Browsing the directory/files...
In telnet they start $$100k
In the Web-IF and on the unit they start £100k (i.e. it is as expected)
In the RS they start 100k
When shared via samba and viewed in Windows Explorer
the directory shows as a folder with no name
and if the files are put somewhere accessible, they show as folders with no name!

Before I started experimenting with changing the name, the default series directory was shown as starting '£100k
At least, I think that it was, I will need to wait for next week's episode to try that out again.

Most of it is no big deal, although the samba could be a problem.
Is there any easy (?) way of dealing with the offending £ character automatically?
 
The series "£100k House: Tricks of the Trade" (BBC2 Tuesday at 20:00) seems to cause a few problems.
........
Most of it is no big deal, although the samba could be a problem.
Is there any easy (?) way of dealing with the offending £ character automatically?

I changed the auto-created name for the series folder to "100k House_Tricks of the Trade" in Web-if > Schedule >More >Change Folder.

Then I renamed the existing series folder to match.

Then I added a sweeper file to the series folder; the code reads:

# Re-name file name
filename £100k action {renamefile {100k House_Tricks of the Trade_%yyyymmdd_%hhmm}}


Which translates as "If filename contains "£100k" then rename recording files "100k House_Tricks of the Trade_date_time".

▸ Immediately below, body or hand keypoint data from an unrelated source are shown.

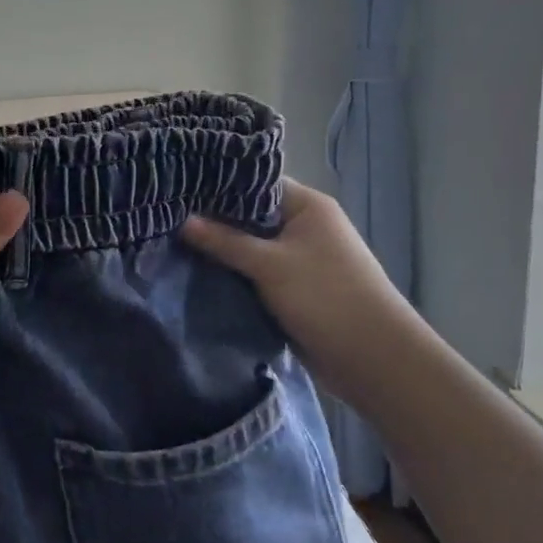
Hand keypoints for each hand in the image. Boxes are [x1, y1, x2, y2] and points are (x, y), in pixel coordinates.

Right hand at [183, 180, 419, 403]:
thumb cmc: (326, 298)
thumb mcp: (270, 265)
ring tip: (174, 242)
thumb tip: (183, 221)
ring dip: (223, 250)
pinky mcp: (294, 289)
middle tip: (169, 216)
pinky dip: (235, 274)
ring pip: (251, 247)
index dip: (220, 184)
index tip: (180, 187)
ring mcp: (300, 259)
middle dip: (215, 220)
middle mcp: (305, 227)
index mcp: (308, 207)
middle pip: (251, 215)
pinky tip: (199, 272)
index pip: (256, 182)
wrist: (374, 360)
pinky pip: (257, 273)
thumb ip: (225, 242)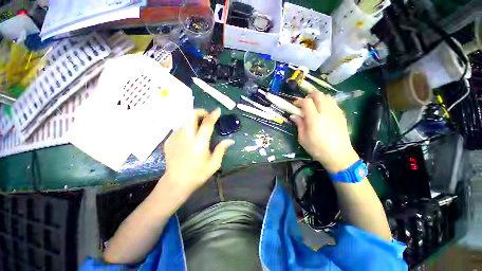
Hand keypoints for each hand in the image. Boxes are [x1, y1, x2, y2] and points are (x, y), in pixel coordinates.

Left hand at [163, 108, 234, 192]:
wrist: (176, 182)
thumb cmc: (198, 174)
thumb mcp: (214, 164)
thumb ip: (221, 150)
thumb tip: (230, 140)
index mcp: (199, 144)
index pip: (207, 124)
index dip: (213, 115)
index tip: (217, 110)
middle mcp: (186, 138)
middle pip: (190, 116)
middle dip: (200, 112)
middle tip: (206, 116)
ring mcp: (175, 138)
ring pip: (184, 120)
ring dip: (193, 120)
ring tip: (198, 126)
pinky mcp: (169, 140)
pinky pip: (179, 128)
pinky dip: (186, 127)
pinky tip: (190, 136)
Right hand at [290, 92, 358, 172]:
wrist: (339, 156)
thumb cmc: (317, 149)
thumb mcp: (303, 139)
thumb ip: (299, 125)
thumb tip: (293, 116)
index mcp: (314, 119)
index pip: (307, 102)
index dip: (299, 101)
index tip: (295, 105)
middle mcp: (326, 112)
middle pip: (318, 95)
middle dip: (309, 96)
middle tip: (304, 103)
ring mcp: (336, 113)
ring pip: (327, 97)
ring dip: (319, 98)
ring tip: (314, 105)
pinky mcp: (342, 116)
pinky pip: (334, 103)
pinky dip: (327, 102)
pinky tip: (323, 110)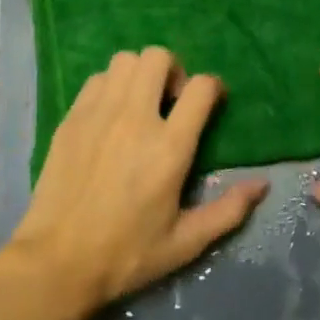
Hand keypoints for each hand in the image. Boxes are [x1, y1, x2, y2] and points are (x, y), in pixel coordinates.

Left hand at [2, 47, 266, 316]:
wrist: (57, 262)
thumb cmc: (127, 255)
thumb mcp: (186, 243)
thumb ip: (228, 211)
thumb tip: (262, 185)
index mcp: (169, 147)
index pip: (200, 87)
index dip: (212, 87)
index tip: (211, 102)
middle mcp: (136, 118)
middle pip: (158, 57)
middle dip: (173, 70)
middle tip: (171, 100)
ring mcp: (99, 113)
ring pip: (125, 60)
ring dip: (140, 74)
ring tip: (140, 103)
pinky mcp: (72, 118)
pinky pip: (97, 79)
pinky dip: (110, 86)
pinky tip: (110, 115)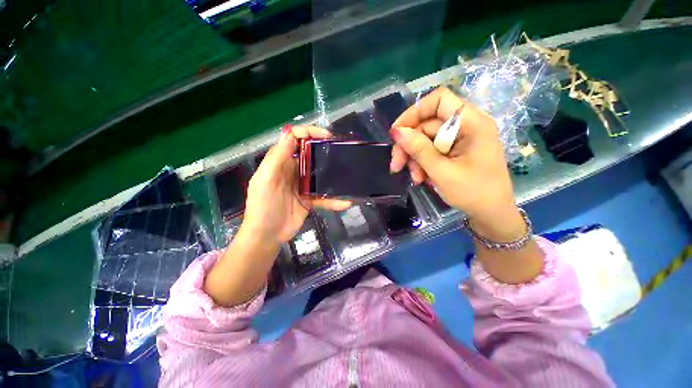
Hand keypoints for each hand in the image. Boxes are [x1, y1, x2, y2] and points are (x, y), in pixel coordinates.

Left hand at [242, 125, 351, 244]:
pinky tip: (345, 202)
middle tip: (342, 152)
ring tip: (348, 173)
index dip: (310, 132)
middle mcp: (292, 170)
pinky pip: (324, 196)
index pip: (294, 139)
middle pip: (311, 154)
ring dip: (333, 174)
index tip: (327, 137)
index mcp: (280, 162)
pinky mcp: (310, 199)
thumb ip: (277, 157)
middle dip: (326, 150)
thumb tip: (290, 133)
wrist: (267, 236)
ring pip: (320, 174)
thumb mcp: (266, 180)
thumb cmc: (263, 207)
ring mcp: (302, 185)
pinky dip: (334, 199)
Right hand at [390, 87, 515, 224]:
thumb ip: (419, 150)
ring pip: (425, 140)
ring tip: (415, 178)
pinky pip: (430, 151)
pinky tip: (421, 178)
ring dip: (414, 158)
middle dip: (409, 146)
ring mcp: (459, 139)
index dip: (414, 112)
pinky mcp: (454, 151)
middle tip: (396, 166)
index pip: (439, 100)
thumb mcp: (442, 172)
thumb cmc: (473, 193)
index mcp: (472, 124)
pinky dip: (421, 163)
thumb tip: (396, 132)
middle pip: (427, 124)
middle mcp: (465, 126)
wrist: (491, 214)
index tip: (397, 133)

This removes the offending "£" from folders and file names and seems now to display OK on TV, on Web-if and in Samba. :)
HTH.
 
I think that if a file/folder name starts with a $ in Windows, it becomes hidden.
 
@DelftBlue the directory rename I had done, the file rename I hadn't, so thanks for that Sweeper rule.

@Trev I wasn't aware of that. Doesn't seem to be the case for me, but that may be just a matter of my Windows settings.
However, in this case, it starts with £, the $$ is just the way that the command-line/telnet/PuTTy interpret it.

Note that an embedded £ is less of a problem, Samba/Windows simply does not see the directory or file.